In 2008, there were five Kawartha Dairy retail stores in central Ontario. In 2010 the company received approximately $620,000 in funding from the Province of Ontario's Rural Economic Development Program to facilitate the expansion and updating of their plant in Bobcaygeon, including the creation of ten new jobs and updated production systems. Additional provincial funding of $311,200 was also secured in August 2017 to help with the expansion of their refrigeration and storage facilities, the company's largest such expansion in its 70-year history.

By 2012, the company was operating eight retail stores in Ontario in addition to its wholesale business. 2016 saw the opening of a ninth store in Orillia, and by May 2018, a tenth store was opened in Newmarket. The company employs 145 staff, in addition to around 100 extra employees when demand increases in the summer.

In 2013, Kawartha Dairy launched an expansion into urban grocery stores throughout Ontario. The company capitalized on its association with cottage country by including images of rural Ontario landscapes on its packaging. In 2015, the redesign was awarded Best in Show at the PAC Global Leadership Awards.

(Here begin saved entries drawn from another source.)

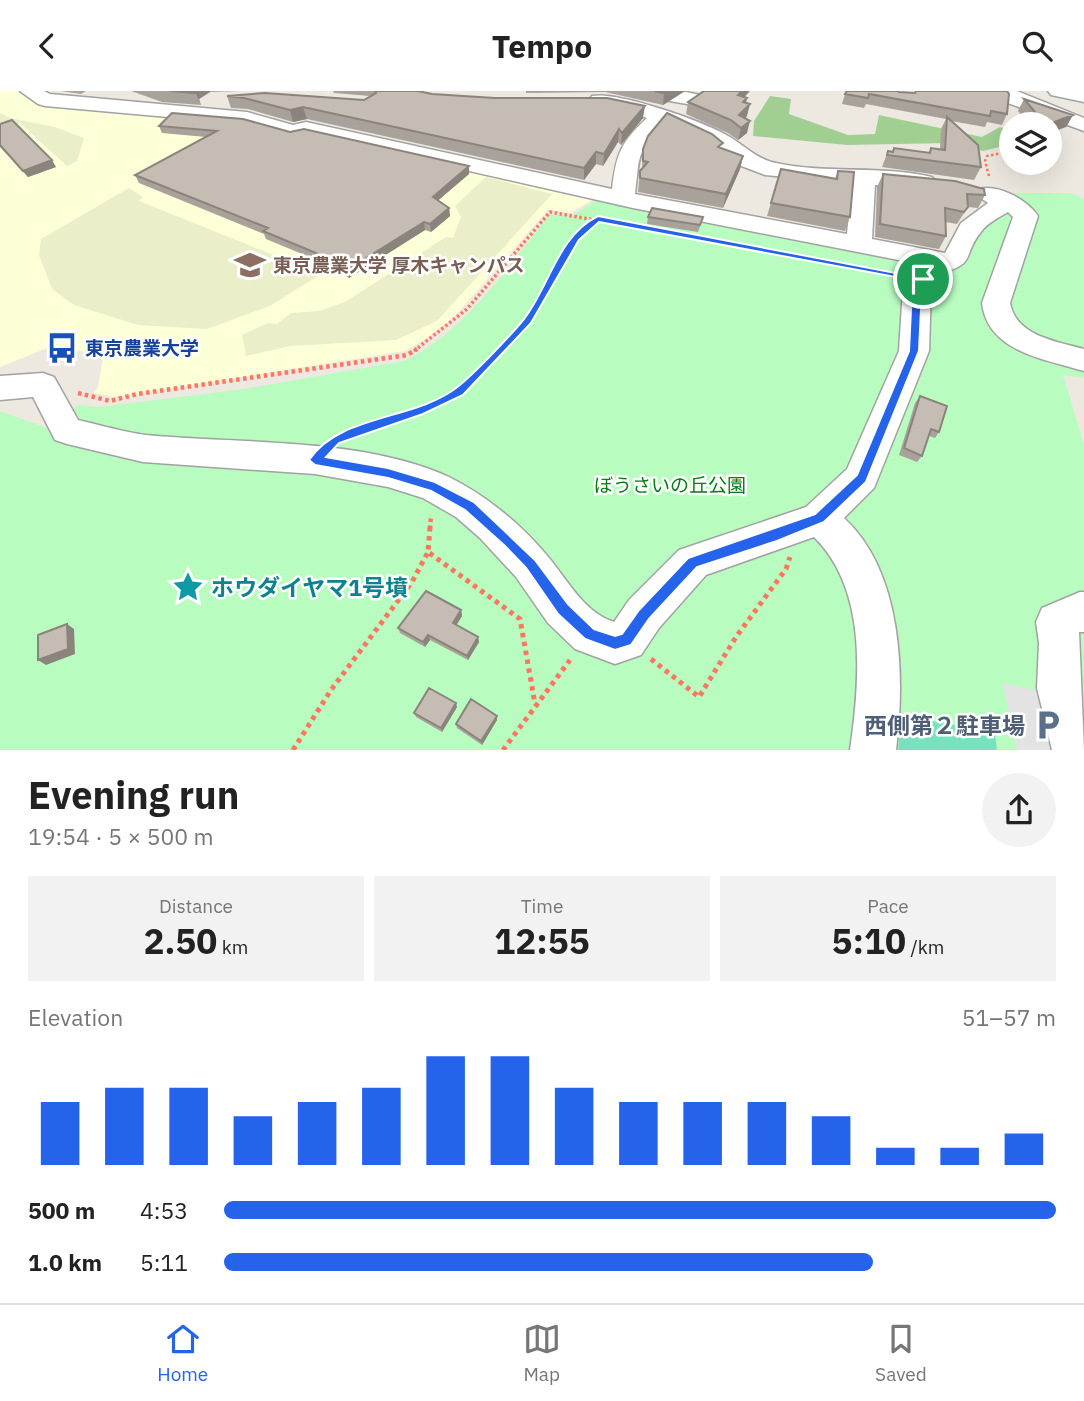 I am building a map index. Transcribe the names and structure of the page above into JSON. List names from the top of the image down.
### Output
{
  "parks": ["ぼうさいの丘公園"],
  "places": {
    "school or university": ["東京農業大学 厚木キャンパス"],
    "bus stop": ["東京農業大学"],
    "place": ["ホウダイヤマ1号墳"],
    "parking": ["西側第２駐車場"]
  },
  "page": {
    "header": "Tempo",
    "heading": ["Evening run", "19:54 · 5 × 500 m"],
    "stats": [
      ["Distance", "2.50 km"],
      ["Time", "12:55"],
      ["Pace", "5:10 /km"]
    ],
    "chart": ["Elevation", "51–57 m"],
    "list": [
      {
        "name": "500 m",
        "note": "4:53"
      },
      {
        "name": "1.0 km",
        "note": "5:11"
      }
    ],
    "tabs": ["Home", "Map", "Saved"]
  }
}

In 2017, Kawartha celebrated its 80th anniversary. That same year, the company received $311,200 from the Eastern Ontario Development Fund to help on its $7.5-million expansion of the company's operations and its product lines.

==Locations==

There are thirteen retail stores offering ice cream and other dairy products:

- Bancroft, Ontario
- Barrie, Ontario
- Bobcaygeon, Ontario
- Burlington, Ontario
- Cobourg, Ontario
- Huntsville, Ontario
- Lindsay, Ontario
- Minden, Ontario
- Newmarket, Ontario
- Orillia, Ontario
- Ottawa, Ontario
- Peterborough, Ontario
- Toronto, Ontario
- Uxbridge, Ontario

==Products==
Some of Kawartha Dairy's most popular products include its ice cream, chocolate milk, and eggnog, which are sold in the company's own retail stores and distributed in third-party retailers across Ontario. The company makes a point of using fresh Ontario milk and cream exclusively in its ice cream and they source the majority of their milk from the Bobcaygeon area. In February 2018, Kawartha Dairy collaborated with Ontario brewer Muskoka of Bracebridge on a limited-edition beer based on the former's Salty Caramel Truffle ice cream flavour, which was brewed in a bock style and contained caramel and milk chocolate flavours. In the summer of 2018, the company began offering edible candy spoons as a way to reduce waste and benefit the environment.